:: ACTIVITY ::
Could you transcribe every record below exactly, leaving out the pictures?

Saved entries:
Segment Open
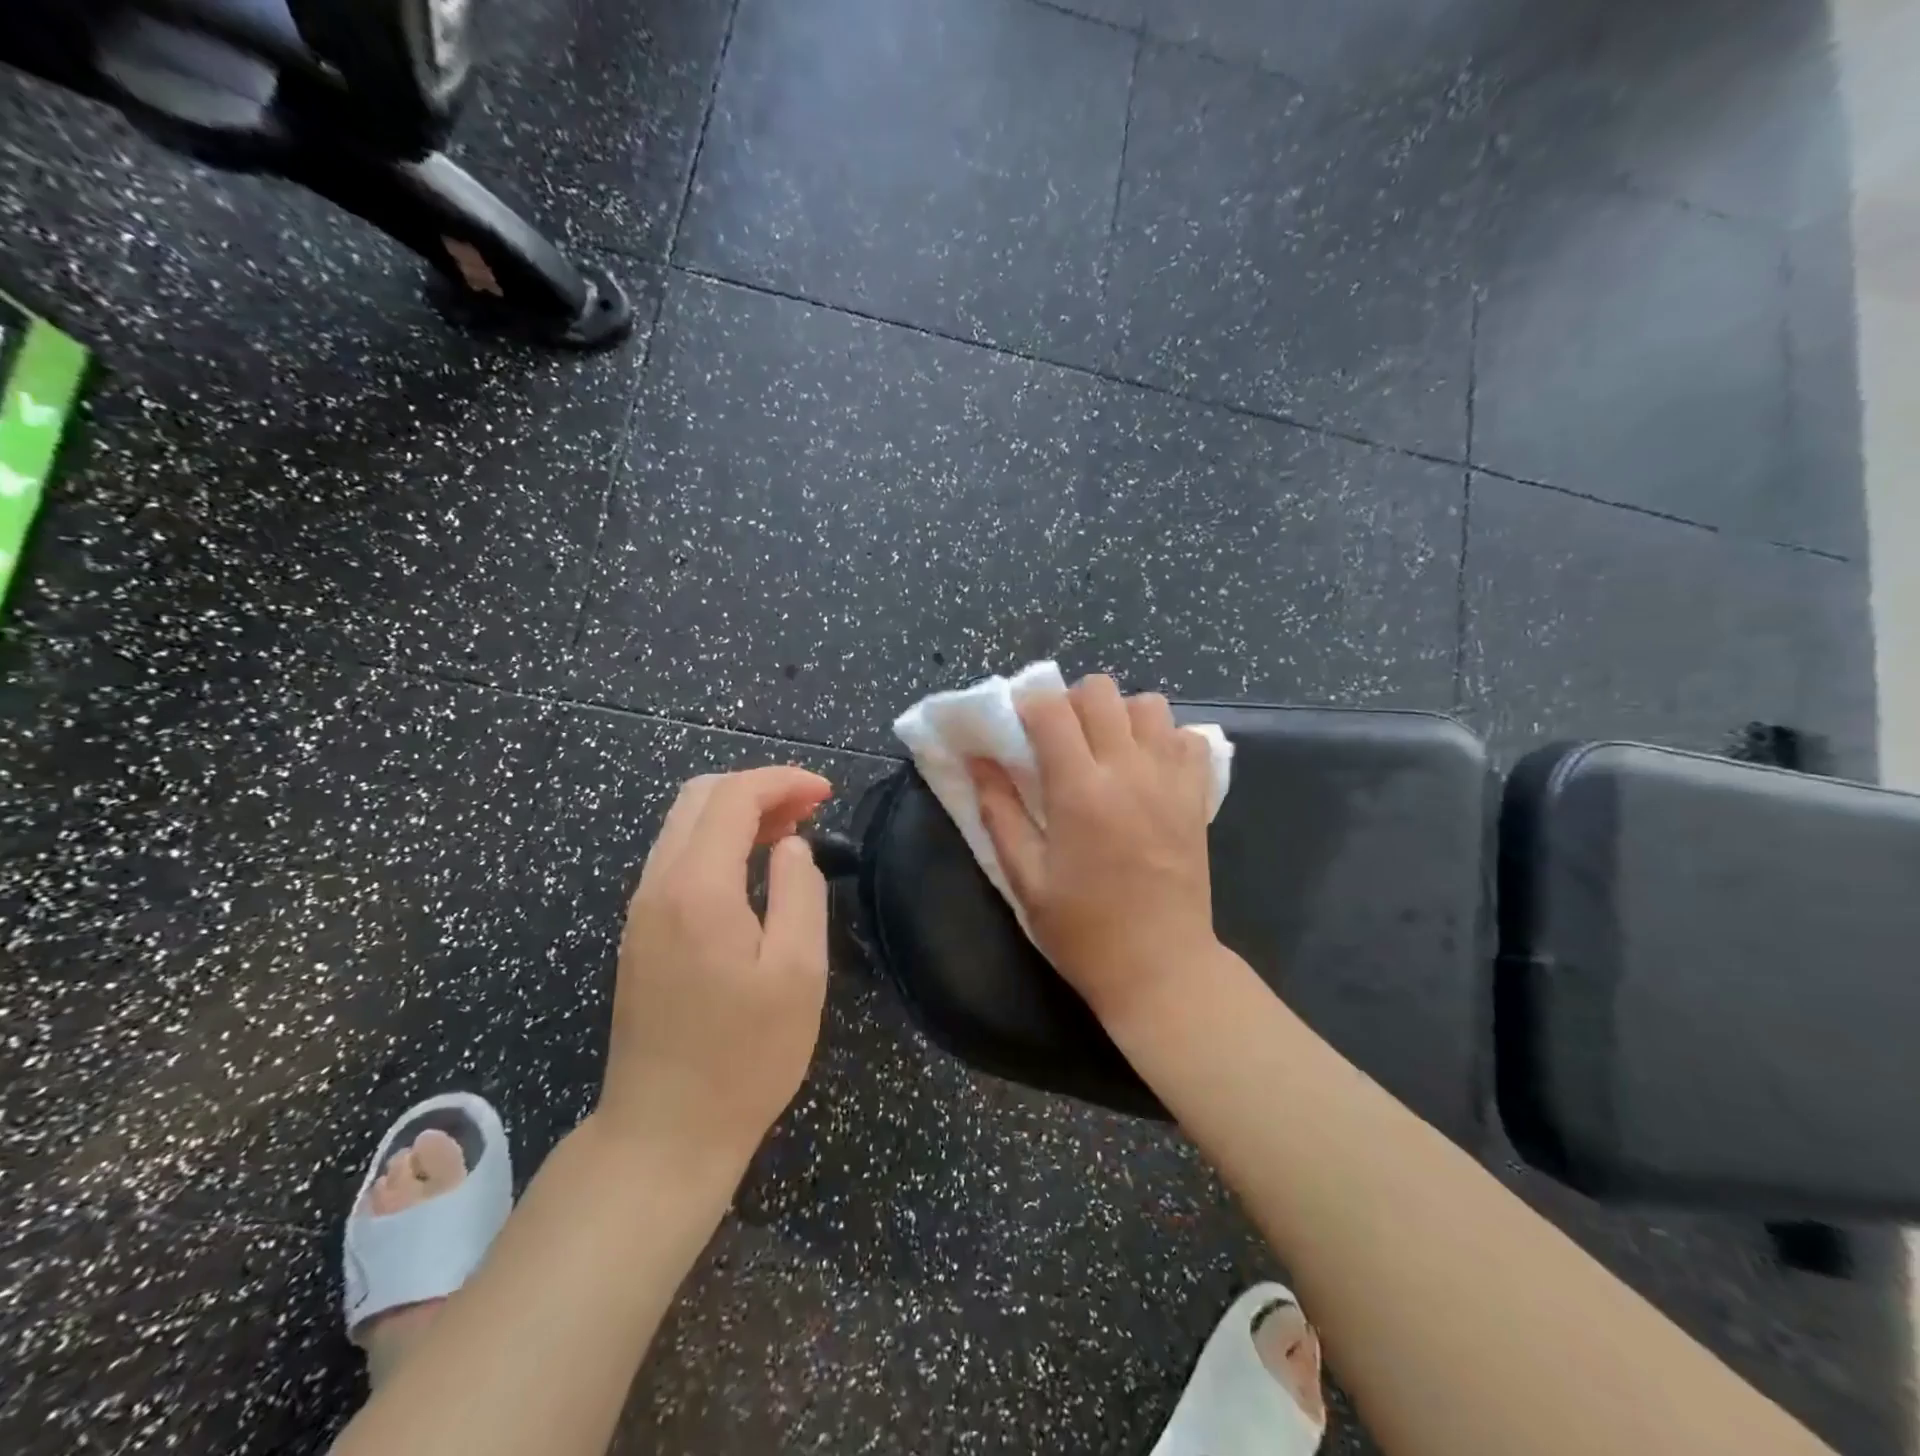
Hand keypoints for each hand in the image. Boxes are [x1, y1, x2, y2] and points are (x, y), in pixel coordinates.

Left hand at [598, 766, 833, 1174]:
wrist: (664, 1132)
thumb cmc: (744, 1056)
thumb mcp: (797, 972)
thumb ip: (800, 892)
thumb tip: (791, 846)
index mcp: (697, 888)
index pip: (734, 797)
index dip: (782, 781)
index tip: (826, 792)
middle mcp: (658, 885)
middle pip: (700, 797)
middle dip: (758, 788)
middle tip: (810, 809)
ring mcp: (642, 910)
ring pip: (683, 825)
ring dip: (737, 813)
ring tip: (789, 832)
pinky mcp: (640, 933)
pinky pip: (677, 858)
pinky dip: (717, 842)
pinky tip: (752, 869)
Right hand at [971, 674, 1217, 1028]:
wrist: (1161, 968)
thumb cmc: (1083, 930)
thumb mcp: (1025, 878)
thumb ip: (999, 811)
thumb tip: (978, 759)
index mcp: (1080, 791)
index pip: (1051, 709)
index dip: (1027, 706)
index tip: (1018, 729)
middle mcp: (1129, 771)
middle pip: (1100, 691)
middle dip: (1070, 702)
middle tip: (1059, 739)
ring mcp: (1170, 780)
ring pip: (1148, 704)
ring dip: (1119, 715)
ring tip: (1104, 750)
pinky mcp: (1197, 796)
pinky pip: (1187, 737)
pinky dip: (1164, 739)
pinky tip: (1146, 769)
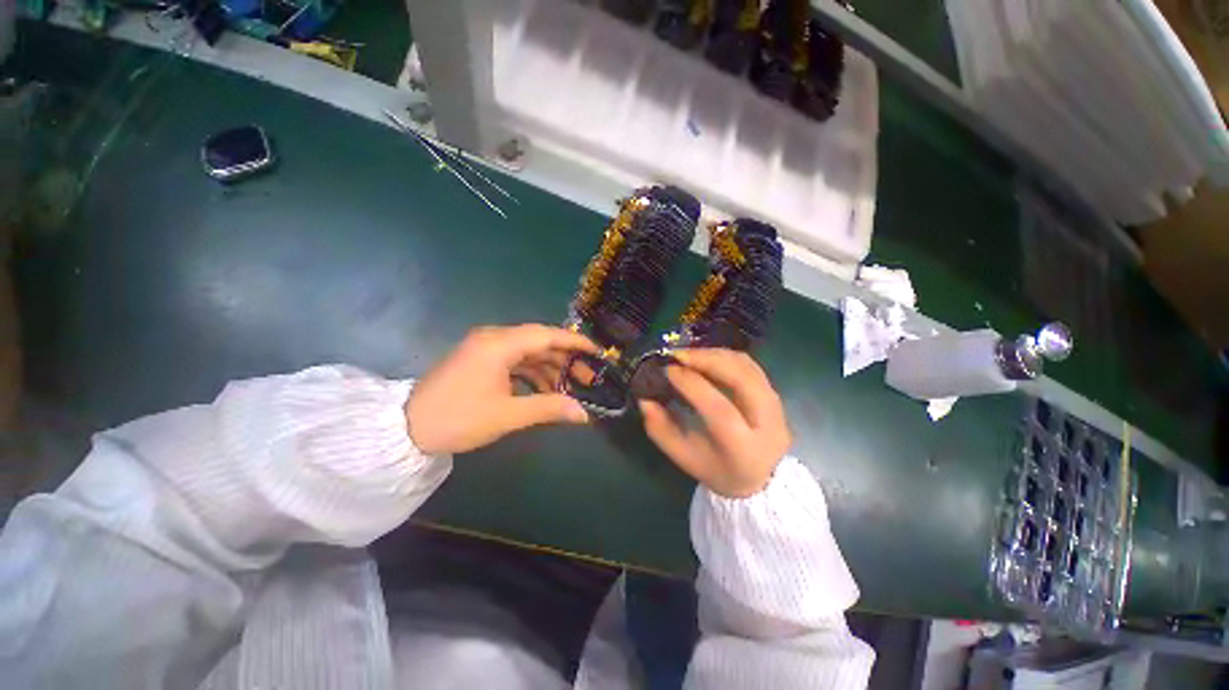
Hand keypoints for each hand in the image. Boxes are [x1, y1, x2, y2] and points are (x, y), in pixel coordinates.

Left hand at [406, 324, 597, 455]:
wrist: (406, 429)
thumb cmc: (458, 419)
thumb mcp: (508, 415)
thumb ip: (549, 408)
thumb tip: (584, 414)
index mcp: (499, 344)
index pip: (546, 335)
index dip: (574, 342)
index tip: (597, 351)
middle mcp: (493, 337)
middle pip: (539, 341)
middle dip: (565, 359)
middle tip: (586, 377)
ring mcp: (485, 347)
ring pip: (528, 351)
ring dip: (549, 367)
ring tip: (569, 387)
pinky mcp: (480, 359)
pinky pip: (514, 360)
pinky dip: (532, 372)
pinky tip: (544, 389)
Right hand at [638, 349, 790, 497]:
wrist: (760, 479)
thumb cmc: (717, 470)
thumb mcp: (684, 458)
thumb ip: (661, 431)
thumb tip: (644, 400)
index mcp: (742, 448)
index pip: (720, 410)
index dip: (693, 385)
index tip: (669, 370)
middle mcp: (767, 425)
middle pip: (742, 380)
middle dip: (708, 360)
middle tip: (679, 354)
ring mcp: (776, 407)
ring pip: (748, 368)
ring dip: (716, 355)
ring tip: (689, 354)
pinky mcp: (775, 394)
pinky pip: (751, 366)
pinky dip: (726, 356)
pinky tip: (706, 357)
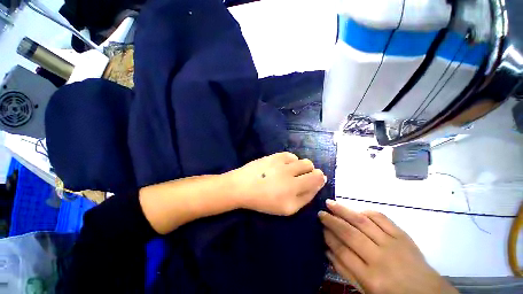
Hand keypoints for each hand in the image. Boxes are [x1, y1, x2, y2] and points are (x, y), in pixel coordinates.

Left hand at [228, 152, 325, 215]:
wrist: (242, 187)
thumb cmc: (264, 202)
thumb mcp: (288, 209)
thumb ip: (305, 197)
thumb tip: (318, 184)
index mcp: (295, 188)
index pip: (317, 178)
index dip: (320, 178)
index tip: (317, 180)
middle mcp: (290, 172)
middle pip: (310, 166)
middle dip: (311, 171)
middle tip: (303, 178)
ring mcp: (281, 162)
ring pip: (301, 160)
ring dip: (301, 166)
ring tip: (292, 172)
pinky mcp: (274, 156)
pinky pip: (290, 155)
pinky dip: (292, 160)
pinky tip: (286, 166)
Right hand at [319, 200, 457, 293]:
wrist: (427, 293)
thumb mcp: (366, 291)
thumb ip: (345, 271)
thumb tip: (327, 250)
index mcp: (371, 278)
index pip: (342, 251)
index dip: (328, 237)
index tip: (320, 227)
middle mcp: (380, 258)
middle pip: (350, 234)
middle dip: (332, 221)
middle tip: (321, 212)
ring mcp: (392, 244)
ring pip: (362, 221)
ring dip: (344, 210)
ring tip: (331, 203)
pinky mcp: (402, 235)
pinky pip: (381, 218)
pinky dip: (366, 212)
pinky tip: (357, 210)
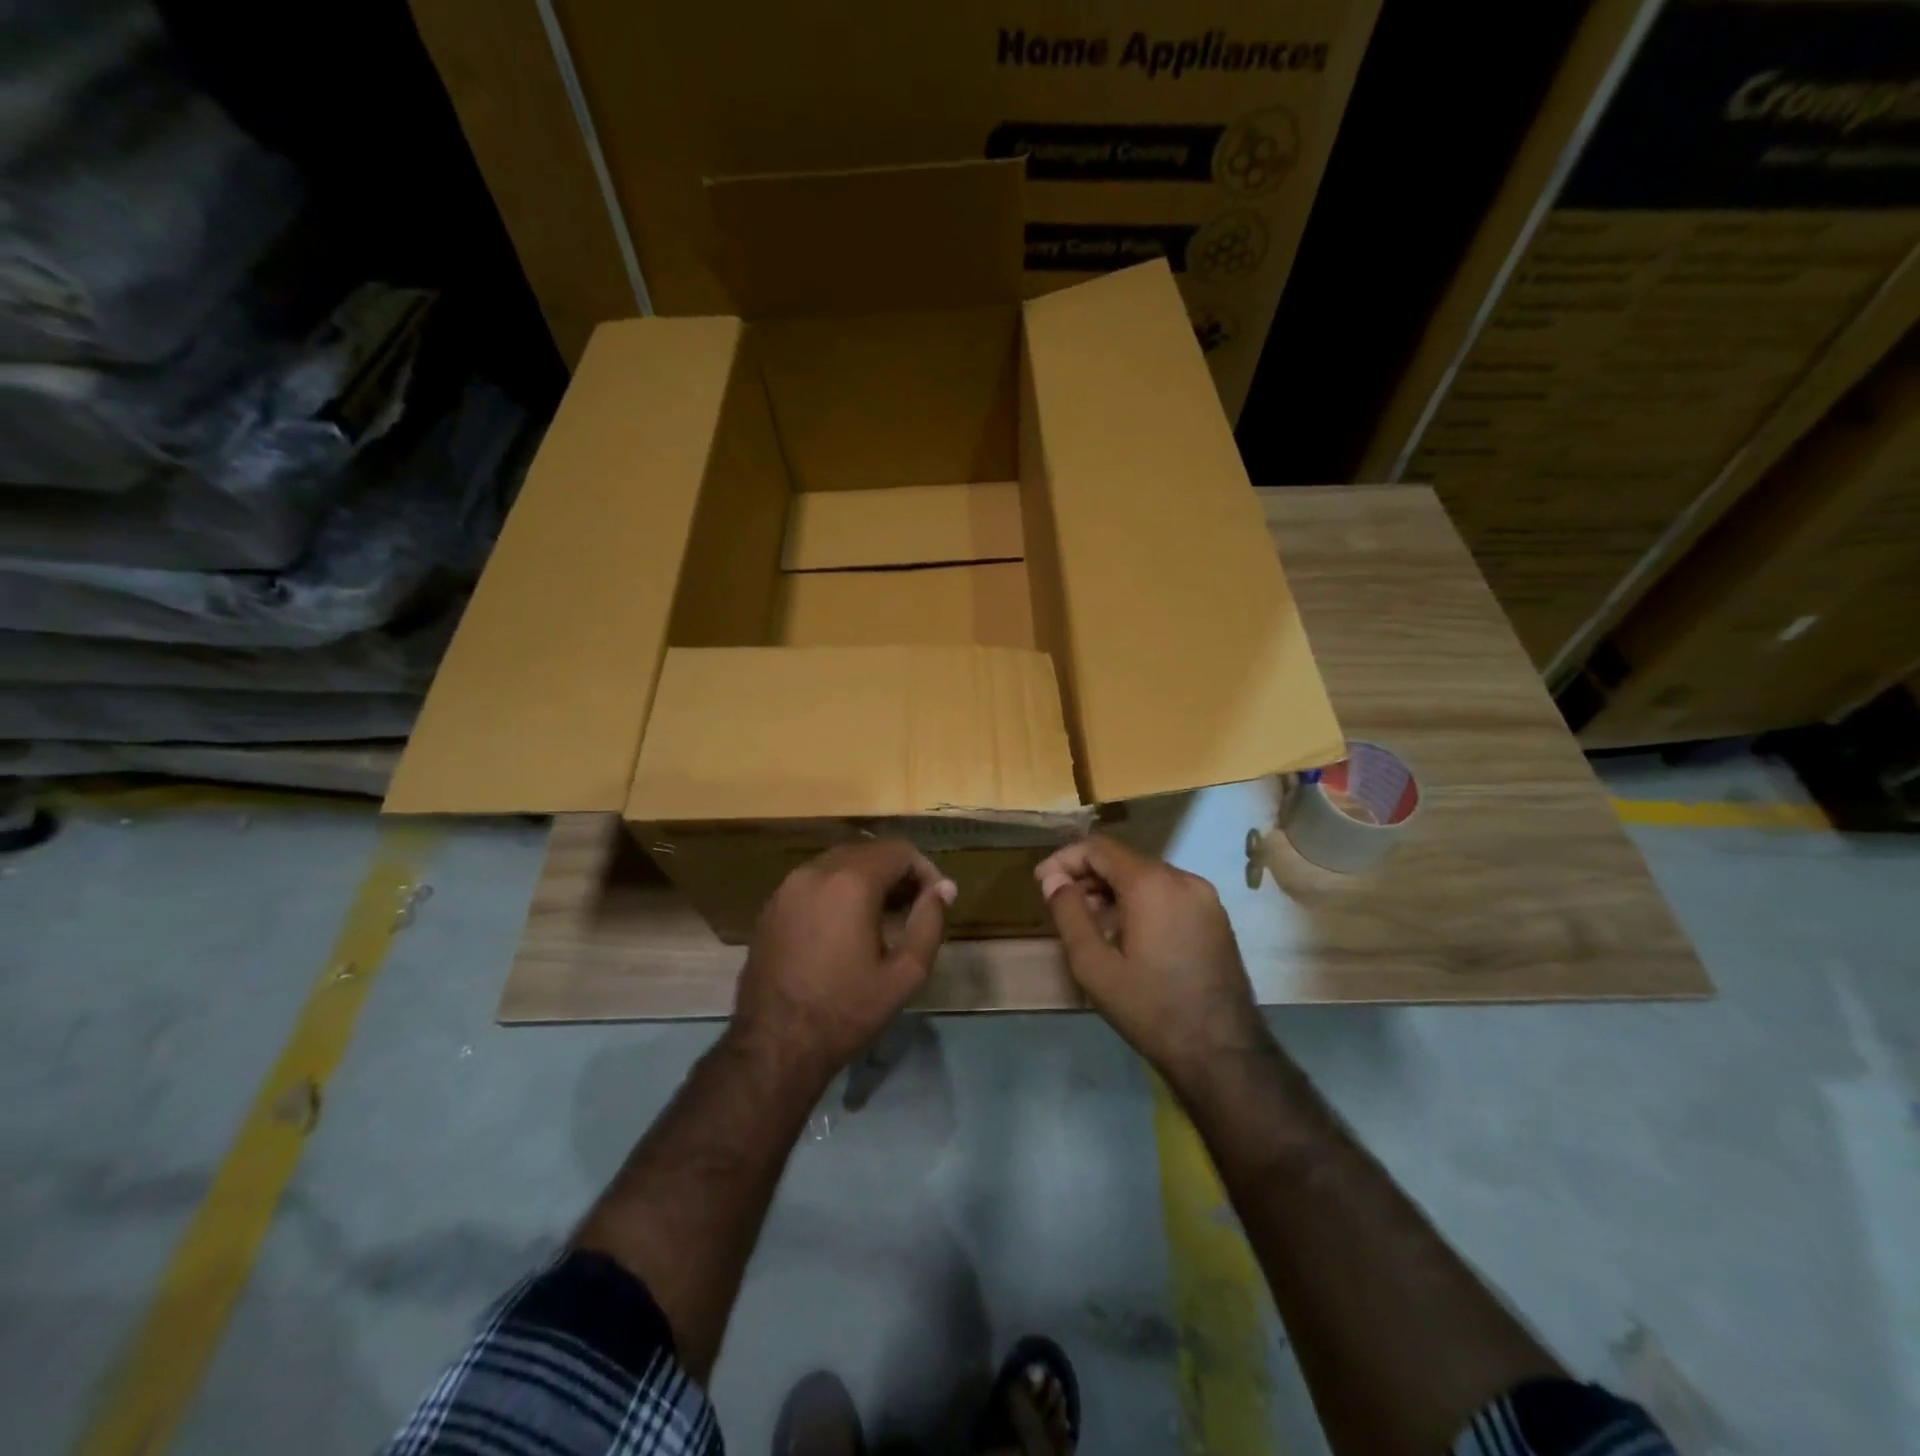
Segment Closed
:: WRITTEN ANSWER ::
Hand keypoints for each hand in the image. Boxes are [x1, y1, x2, y2] and points are (x, y), in pixel coordinates.

Left hand at [598, 766, 833, 1174]:
wrist: (664, 1132)
thumb cmc: (744, 1056)
thumb mcp: (797, 972)
thumb ip: (800, 892)
thumb tip: (791, 846)
index mcp: (697, 888)
index pip: (734, 797)
index dip: (782, 781)
index tip: (826, 792)
middle mcp: (658, 885)
middle pip: (700, 797)
middle dip: (758, 788)
middle tip: (810, 809)
ring mcp: (642, 910)
ring pip: (683, 825)
ring dip: (737, 813)
ring tip: (789, 832)
pinky mcp: (640, 933)
pinky pip: (677, 858)
pinky dip: (717, 842)
pinky tip: (752, 869)
Right hand at [971, 674, 1217, 1028]:
wrist: (1161, 968)
thumb cmc: (1083, 930)
thumb mcp: (1025, 878)
thumb ip: (999, 811)
thumb tip: (978, 759)
index mcp: (1080, 791)
index pip: (1051, 709)
index dip: (1027, 706)
index tip: (1018, 729)
middle mcp: (1129, 771)
middle pip: (1100, 691)
middle dip: (1070, 702)
middle tip: (1059, 739)
ring mcp: (1170, 780)
ring pip: (1148, 704)
ring dip: (1119, 715)
ring tip: (1104, 750)
pinky mcp: (1197, 796)
pinky pip: (1187, 737)
pinky dip: (1164, 739)
pinky tip: (1146, 769)
Hand keypoints for each hand in the image. Boxes are [x1, y1, x2, y2] and points are (x, y), in pixel coordinates.

Left hand at [406, 324, 597, 455]:
wrist: (406, 429)
thumb cmc: (458, 419)
thumb mcp: (508, 415)
thumb ip: (549, 408)
thumb tip: (584, 414)
index mcp: (499, 344)
index pip: (546, 335)
index dip: (574, 342)
index tip: (597, 351)
middle mcp: (493, 337)
middle pip: (539, 341)
middle dip: (565, 359)
middle tip: (586, 377)
ring mcp: (485, 347)
ring pip: (528, 351)
ring dip: (549, 367)
ring tip: (569, 387)
pinky mcp: (480, 359)
pinky pip: (514, 360)
pinky dip: (532, 372)
pinky tip: (544, 389)
Right hand at [638, 349, 790, 497]:
wrist: (760, 479)
thumb cmc: (717, 470)
thumb mcp: (684, 458)
thumb ip: (661, 431)
thumb tip: (644, 400)
index mcp: (742, 448)
index pip: (720, 410)
index dip: (693, 385)
index tip: (669, 370)
middle mcp: (767, 425)
middle pip: (742, 380)
middle dip: (708, 360)
middle tip: (679, 354)
ring mcp: (776, 407)
ring pip: (748, 368)
ring dip: (716, 355)
ring tip: (689, 354)
pinky mcp: (775, 394)
pinky pip: (751, 366)
pinky dip: (726, 356)
pinky tip: (706, 357)
Hand keypoints for each hand in the image. Boxes are [x1, y1, x2, y2] and points are (x, y), in pixel coordinates.

Left hand at [228, 152, 325, 215]:
wrist: (242, 187)
thumb cmc: (264, 202)
thumb mcp: (288, 209)
thumb ip: (305, 197)
thumb tip: (318, 184)
index mcp: (295, 188)
index pip: (317, 178)
index dip: (320, 178)
index tip: (317, 180)
middle mcp: (290, 172)
middle pip: (310, 166)
middle dip: (311, 171)
middle tip: (303, 178)
ring mcp: (281, 162)
ring pip: (301, 160)
ring dip: (301, 166)
ring tip: (292, 172)
pinky mcp: (274, 156)
pinky pip: (290, 155)
pinky dip: (292, 160)
pinky tip: (286, 166)
Right hand at [319, 200, 457, 293]:
wrist: (427, 293)
thumb mcp: (366, 291)
thumb ip: (345, 271)
thumb tip: (327, 250)
index mcp: (371, 278)
index pip: (342, 251)
index dip: (328, 237)
index tip: (320, 227)
middle mcp: (380, 258)
middle pip: (350, 234)
middle dip: (332, 221)
middle tip: (321, 212)
ring mcp: (392, 244)
ring pip: (362, 221)
ring dip: (344, 210)
ring tip: (331, 203)
pinky mcp: (402, 235)
pinky pip: (381, 218)
pinky dip: (366, 212)
pinky tip: (357, 210)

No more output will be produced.